[GIVEN INFORMATION Boundary: Start]

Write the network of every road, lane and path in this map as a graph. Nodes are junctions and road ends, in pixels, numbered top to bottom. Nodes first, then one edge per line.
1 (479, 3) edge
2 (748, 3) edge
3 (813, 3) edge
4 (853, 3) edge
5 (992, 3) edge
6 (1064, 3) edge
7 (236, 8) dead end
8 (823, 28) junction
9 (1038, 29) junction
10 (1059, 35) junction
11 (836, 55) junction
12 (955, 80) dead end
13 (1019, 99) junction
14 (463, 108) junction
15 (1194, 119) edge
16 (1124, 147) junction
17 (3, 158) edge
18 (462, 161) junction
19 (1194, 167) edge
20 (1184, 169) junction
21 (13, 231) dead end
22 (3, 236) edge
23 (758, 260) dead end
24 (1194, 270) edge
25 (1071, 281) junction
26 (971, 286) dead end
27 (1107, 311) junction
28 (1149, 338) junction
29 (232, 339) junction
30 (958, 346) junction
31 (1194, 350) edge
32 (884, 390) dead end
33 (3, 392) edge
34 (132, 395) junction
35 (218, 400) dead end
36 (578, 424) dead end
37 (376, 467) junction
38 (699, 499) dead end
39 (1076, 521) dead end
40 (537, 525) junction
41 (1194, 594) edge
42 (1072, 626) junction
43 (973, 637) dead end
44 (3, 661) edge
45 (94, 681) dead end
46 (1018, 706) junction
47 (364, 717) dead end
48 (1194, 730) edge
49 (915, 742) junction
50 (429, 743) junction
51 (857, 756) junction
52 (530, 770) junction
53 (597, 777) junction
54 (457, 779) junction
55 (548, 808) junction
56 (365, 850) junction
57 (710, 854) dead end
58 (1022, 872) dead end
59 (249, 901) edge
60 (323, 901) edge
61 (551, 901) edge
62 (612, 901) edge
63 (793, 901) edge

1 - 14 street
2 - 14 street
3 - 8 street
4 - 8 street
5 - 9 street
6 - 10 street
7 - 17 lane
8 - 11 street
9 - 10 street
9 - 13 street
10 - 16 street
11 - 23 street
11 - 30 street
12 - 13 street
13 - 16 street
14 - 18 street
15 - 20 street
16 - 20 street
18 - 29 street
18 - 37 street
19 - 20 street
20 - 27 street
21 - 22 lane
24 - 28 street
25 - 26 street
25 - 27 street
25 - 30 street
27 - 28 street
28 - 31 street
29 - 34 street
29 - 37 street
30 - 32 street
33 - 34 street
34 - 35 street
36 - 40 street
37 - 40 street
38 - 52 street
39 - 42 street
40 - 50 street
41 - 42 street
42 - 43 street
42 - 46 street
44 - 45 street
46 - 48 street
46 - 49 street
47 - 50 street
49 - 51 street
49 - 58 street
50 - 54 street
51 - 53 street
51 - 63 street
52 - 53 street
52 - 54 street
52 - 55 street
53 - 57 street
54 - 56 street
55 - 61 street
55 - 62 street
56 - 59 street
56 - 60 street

[GIVEN INFORMATION Boundary: End]

*WHAT IS NEEDED*:
Check every line of the data, and copy the ones that contain "lane".

*WRITTEN RESPONSE*:
Write the network of every road, lane and path in this map as a graph. Nodes are junctions and road ends, in pixels, numbered top to bottom. Nodes first, then one edge per line.
7 - 17 lane
21 - 22 lane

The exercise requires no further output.